Chat with a producer, beat writer or editor these days about what they’re interested in and the first word you’ll likely hear is “exclusives.” The “background” conversation usually goes something like this:
Executive or PR Guy: So what are you really following these days; any ideas what you may be looking at in the near future?
Pay-by-exclusives Reporter: What I’m really interested in right now is exclusives.
Executive or PR Guy: Great, yeah, I’ve seen a few of yours. You following the high speed Internet race?
Pay-by-exclusives Reporter: You have exclusive information there?
Executive or PR Guy: No, no inside information here or anything to announce, but what Google is doing will certainly shake-up things.
Pay-by-exclusives Reporter: “Google planning to shake-up telecom industry,” I may run with that on wire. You haven’t shared with others right?
Executive or PR Guy: Umm
Pay-by-exclusives Reporter: Don’t worry, you can trust me, how do you think I get all these exclusives? Going to chat with some other folks now before I file, thanks.
Albeit a bit exaggerated, it gives you a look at the extent of focus on exclusives these days (even if they’re not necessarily real yet) at all the major news services: Dow Jones, Reuters, AP and Bloomberg. Flatly, if they’re not breaking news, it’s not news. And if you’re (reporter) not producing news – you’re fired.
I’ve covered it before, but what is really changing is how tightly intertwined breaking news stories are with compensation and job safety.
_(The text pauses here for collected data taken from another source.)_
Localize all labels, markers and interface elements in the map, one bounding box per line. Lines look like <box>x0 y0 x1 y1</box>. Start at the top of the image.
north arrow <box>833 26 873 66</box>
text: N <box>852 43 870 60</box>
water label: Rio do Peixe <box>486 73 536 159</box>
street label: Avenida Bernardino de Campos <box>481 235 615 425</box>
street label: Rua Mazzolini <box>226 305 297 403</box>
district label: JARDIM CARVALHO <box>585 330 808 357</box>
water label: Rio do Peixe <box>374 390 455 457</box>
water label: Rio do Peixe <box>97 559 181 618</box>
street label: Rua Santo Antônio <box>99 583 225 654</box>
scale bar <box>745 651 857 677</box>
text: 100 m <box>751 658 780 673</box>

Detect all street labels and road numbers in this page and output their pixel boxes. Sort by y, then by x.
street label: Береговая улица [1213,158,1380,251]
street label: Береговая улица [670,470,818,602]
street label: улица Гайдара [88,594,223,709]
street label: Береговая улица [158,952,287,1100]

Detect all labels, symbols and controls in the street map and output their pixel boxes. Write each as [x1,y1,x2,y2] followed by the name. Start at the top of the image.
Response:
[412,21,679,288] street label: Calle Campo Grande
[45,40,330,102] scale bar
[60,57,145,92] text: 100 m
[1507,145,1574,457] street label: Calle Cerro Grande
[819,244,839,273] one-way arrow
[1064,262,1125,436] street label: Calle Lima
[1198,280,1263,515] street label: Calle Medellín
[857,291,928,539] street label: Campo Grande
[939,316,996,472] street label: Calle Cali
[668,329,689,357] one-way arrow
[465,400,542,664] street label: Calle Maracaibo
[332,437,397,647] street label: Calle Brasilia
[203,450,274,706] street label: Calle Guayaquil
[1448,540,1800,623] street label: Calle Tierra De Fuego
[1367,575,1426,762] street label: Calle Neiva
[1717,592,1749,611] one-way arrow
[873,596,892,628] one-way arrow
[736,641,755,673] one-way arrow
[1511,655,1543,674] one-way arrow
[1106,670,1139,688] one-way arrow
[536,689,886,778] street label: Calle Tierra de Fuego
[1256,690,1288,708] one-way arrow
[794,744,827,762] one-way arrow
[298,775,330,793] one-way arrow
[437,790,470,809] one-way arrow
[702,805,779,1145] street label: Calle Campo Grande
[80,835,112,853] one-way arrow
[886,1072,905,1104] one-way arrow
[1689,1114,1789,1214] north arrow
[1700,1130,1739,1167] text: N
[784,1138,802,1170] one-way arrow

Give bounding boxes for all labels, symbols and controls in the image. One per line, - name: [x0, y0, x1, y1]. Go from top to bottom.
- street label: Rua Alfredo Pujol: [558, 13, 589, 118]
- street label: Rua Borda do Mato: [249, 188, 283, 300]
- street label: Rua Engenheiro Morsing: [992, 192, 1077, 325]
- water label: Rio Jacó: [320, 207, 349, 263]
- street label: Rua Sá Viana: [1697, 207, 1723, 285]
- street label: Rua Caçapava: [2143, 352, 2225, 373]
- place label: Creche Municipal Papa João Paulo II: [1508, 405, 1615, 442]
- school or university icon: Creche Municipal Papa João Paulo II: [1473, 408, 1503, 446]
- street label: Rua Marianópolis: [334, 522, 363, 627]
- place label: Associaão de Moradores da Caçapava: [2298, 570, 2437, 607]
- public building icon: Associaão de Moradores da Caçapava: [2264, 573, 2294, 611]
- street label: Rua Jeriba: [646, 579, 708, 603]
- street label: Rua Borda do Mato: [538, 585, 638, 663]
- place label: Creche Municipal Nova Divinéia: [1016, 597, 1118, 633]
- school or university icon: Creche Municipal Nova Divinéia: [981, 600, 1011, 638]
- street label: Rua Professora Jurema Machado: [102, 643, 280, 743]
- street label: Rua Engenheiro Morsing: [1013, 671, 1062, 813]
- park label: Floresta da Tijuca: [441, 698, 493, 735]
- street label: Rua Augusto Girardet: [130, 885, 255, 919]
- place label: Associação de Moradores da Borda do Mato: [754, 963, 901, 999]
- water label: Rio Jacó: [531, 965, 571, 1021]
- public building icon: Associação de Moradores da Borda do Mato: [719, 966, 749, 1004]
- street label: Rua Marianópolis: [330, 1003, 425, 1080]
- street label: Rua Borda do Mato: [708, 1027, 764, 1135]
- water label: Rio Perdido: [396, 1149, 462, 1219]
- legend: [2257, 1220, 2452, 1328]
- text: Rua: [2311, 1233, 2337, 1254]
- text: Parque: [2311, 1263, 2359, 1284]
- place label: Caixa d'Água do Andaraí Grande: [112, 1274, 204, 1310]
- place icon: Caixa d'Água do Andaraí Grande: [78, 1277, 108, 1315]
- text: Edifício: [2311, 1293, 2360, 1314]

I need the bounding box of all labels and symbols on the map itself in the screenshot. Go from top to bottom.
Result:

And as Gawker covered this morning, it’s coming to a head within the walls of these news organizations. Following in the footsteps of the “breaking news points” system established by Bloomberg, the competitive field has established similar standards.
However, Gawker is reporting that AP staffers are planning to fight back against this “culture of fear.”
Our AP source says a majority of the staff — 90 percent, this person claims — are about to send a jointly-signed letter to Business Editor Hal Ritter accusing him of “installing a culture of fear.”
Will it help? Probably not. It’ not the management of these news organizations that are making these rules, it’s the market. Speed of “important” information, is the only revenue driver news organizations have left on the Web (unless they put up that wall). You can’t put the genie back in the bottle at this point. Unless these news organizations move towards some sort of non-profit model, it will only get more competitive and more fearful for the paid-journalists that remain.